Los tres permanecieron sentados en la cima de la colina durante un período desconocido de tiempo, Bill y Rosie juntos y abrazados, Dorcas algo apartada, cerca del poni, que seguía pastando con aire soñoliento. El poni miraba a la mujer negra de vez en cuando, como si le extrañara que todavía hubiera tanta gente despierta a esas horas; pero Dorcas no parecía darse cuenta de nada, sino que estaba sentada con los brazos en torno a las rodillas, contemplando melancólica la luna casi llena. Rosie tenía la impresión de que estaba contando las decisiones tomadas a lo largo de toda una vida y descubriendo que las malas superaban en número a las buenas…, y por mucho. Bill abrió la boca para hablar en varias ocasiones, y Rosie lo miró con expresión alentadora, pero siempre la volvía a cerrar sin pronunciar palabra.
Cuando la luna se ocultó tras los árboles que se alzaban a la izquierda del templo, el poni levantó la cabeza y relinchó complacido. Rosie miró colina abajo y vio que Rose Madder se acercaba. Sus muslos fuertes y bien formados relucían a la pálida luz de la luna. La trenza oscilaba de un lado a otro como el péndulo en el reloj del abuelo.
Dorcas gruñó satisfecha y se levantó. Rosie experimentó una mezcla de aprensión y anticipación. Apoyó una mano en el antebrazo de Bill y lo miró con seriedad.
—No la mires —ordenó.
—No —corroboró Dorcas—, y no hagas preguntas, Billy, aunque ella te lo pida.
Bill paseó la mirada entre Dorcas y Rosie.
—¿Por qué no? ¿Quién es? ¿La Reina del Mambo?
—Es la reina de lo que le venga en gana —replicó Dorcas—, y será mejor que lo recuerdes. No la mires y no hagas nada que pueda hacerla enfadar. No puedo decir nada más; no queda tiempo. Ponte las manos en el regazo y míratelas. No apartes los ojos de ellas.
—Pero…
—Si la miras te volverás loco —intervino Rosie.

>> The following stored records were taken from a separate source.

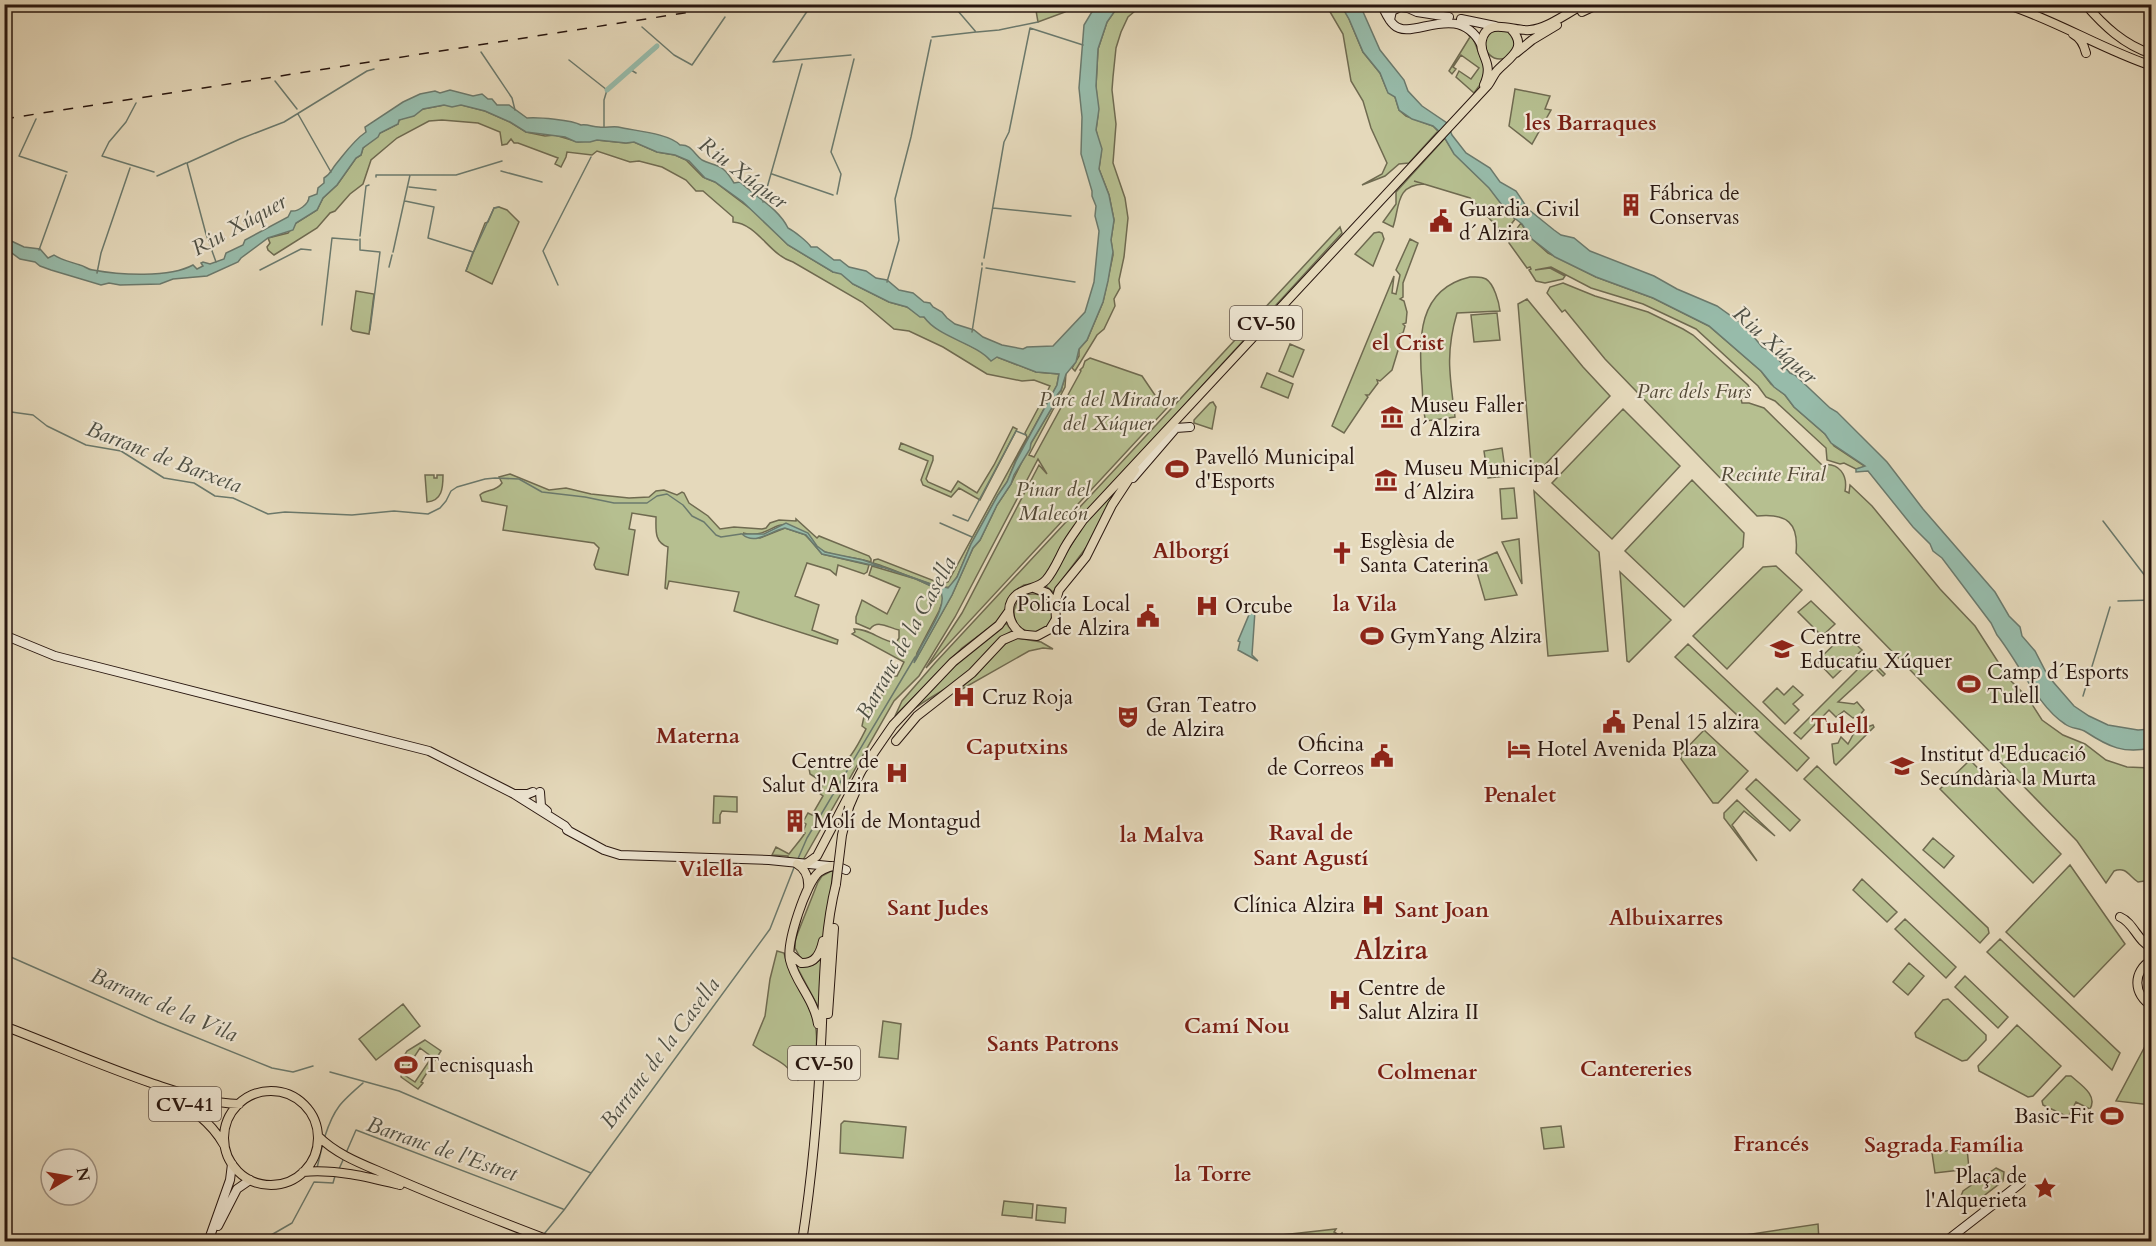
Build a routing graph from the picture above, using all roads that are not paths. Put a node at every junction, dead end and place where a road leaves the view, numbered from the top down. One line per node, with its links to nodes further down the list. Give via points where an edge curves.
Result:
1 (1381, 4): 10 (main road)
2 (1599, 4): 7 (main road, CV-50)
3 (1606, 4): 7 (main road)
4 (2005, 4): 8 (main road)
5 (2085, 4): 16 (main road, via 2115,35)
6 (1393, 6): 9 (main road); 10 (main road)
7 (1586, 7): 13 (main road, CV-50, via 1536,29); 18 (main road, CV-50, via 1541,34)
8 (2021, 10): 15 (main road, via 2078,37); 19 (main road)
9 (1417, 12): 11 (main road); 12 (main road)
10 (1390, 20): 11 (main road, via 1406,30)
11 (1419, 25): 14 (main road, via 1441,20 1465,24 1473,29)
12 (1495, 26): 13 (main road, CV-50); 14 (main road, via 1485,33)
13 (1511, 29): 18 (main road, via 1518,43)
14 (1481, 44): 17 (main road, CV-50)
15 (2086, 53)
16 (2151, 54)
17 (1486, 56): 18 (main road, via 1495,62); 20 (main road, CV-50, via 1488,73)
18 (1513, 57): 20 (main road, CV-50)
19 (2151, 66)
20 (1479, 93): 22 (main road, CV-50)
21 (1190, 427): 23 (main road, via 1176,428 1135,475)
22 (1149, 450): 23 (main road, CV-50, via 1112,505); 24 (main road, CV-50, via 1083,520 1046,580)
23 (1086, 557): 25 (main road, CV-50, via 1059,590)
24 (1034, 588): 25 (main road, via 1047,593); 26 (main road, CV-50, via 1017,594)
25 (1055, 604): 27 (main road, CV-50, via 1056,619 1050,630 1037,636)
26 (1009, 611): 27 (main road, via 1011,622); 31 (main road, CV-50, via 1002,622 959,656 918,697 892,725)
27 (1022, 634): 29 (main road, CV-50, via 1003,640)
28 (4, 635): 33 (main road, via 55,656 429,751)
29 (955, 687): 30 (main road, via 917,716); 32 (main road, CV-50, via 906,718)
30 (896, 741)
31 (873, 754): 32 (main road, CV-50); 41 (main road, via 816,856)
32 (867, 767): 44 (main road, CV-50, bridge, via 849,807)
33 (477, 776): 35 (main road); 36 (main road)
34 (537, 792): 36 (main road); 37 (main road, via 530,797); 38 (main road, via 541,806)
35 (505, 793): 37 (main road); 39 (main road)
36 (514, 794): 37 (main road)
37 (531, 804): 38 (main road); 39 (main road)
38 (550, 814): 40 (main road)
39 (569, 831): 40 (main road)
40 (595, 844): 41 (main road, via 626,856)
41 (801, 865): 42 (main road); 45 (main road, via 808,881)
42 (821, 865): 43 (main road); 43 (main road, via 847,867)
43 (832, 866): 45 (main road, via 816,875)
44 (836, 884): 47 (main road, CV-50); 65 (main road, CV-50, via 819,1138)
45 (806, 896): 49 (main road)
46 (2120, 917): 48 (main road)
47 (829, 920): 49 (main road, via 814,960 801,963); 55 (main road, CV-50)
48 (2151, 948)
49 (789, 950): 55 (main road, via 791,963 818,1020)
50 (2151, 960): 51 (main road, via 2141,968 2136,982 2140,997)
51 (2151, 1006)
52 (4, 1026): 53 (main road, CV-41)
53 (133, 1076): 54 (main road, CV-41, via 187,1095); 57 (main road, CV-41, via 181,1101 205,1120)
54 (238, 1104): 56 (main road, CV-41, via 263,1091 288,1094 310,1111); 57 (main road, CV-41, via 225,1128)
55 (817, 1105): 65 (main road, CV-50)
56 (318, 1136): 59 (main road, via 315,1156); 62 (main road, CV-41, via 360,1163)
57 (225, 1146): 58 (main road, CV-41)
58 (232, 1164): 60 (main road, CV-41); 64 (main road)
59 (303, 1172): 60 (main road, CV-41, via 278,1185); 62 (main road, CV-41, via 357,1174)
60 (250, 1180): 64 (main road, via 237,1189)
61 (2021, 1183): 66 (main road)
62 (422, 1190): 63 (main road, CV-41)
63 (553, 1241)
64 (210, 1242)
65 (804, 1242)
66 (1945, 1242)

Se volvió hacia Dorcas, quien asintió.
—Es un sueño, ¿verdad? —preguntó Bill—. Quiero decir que… no estoy muerto, ¿verdad? Porque si esto es la vida después de la muerte, la verdad es que paso. —Miró más allá de la mujer que se acercaba y se estremeció—. Hay demasiado ruido. Demasiados gritos.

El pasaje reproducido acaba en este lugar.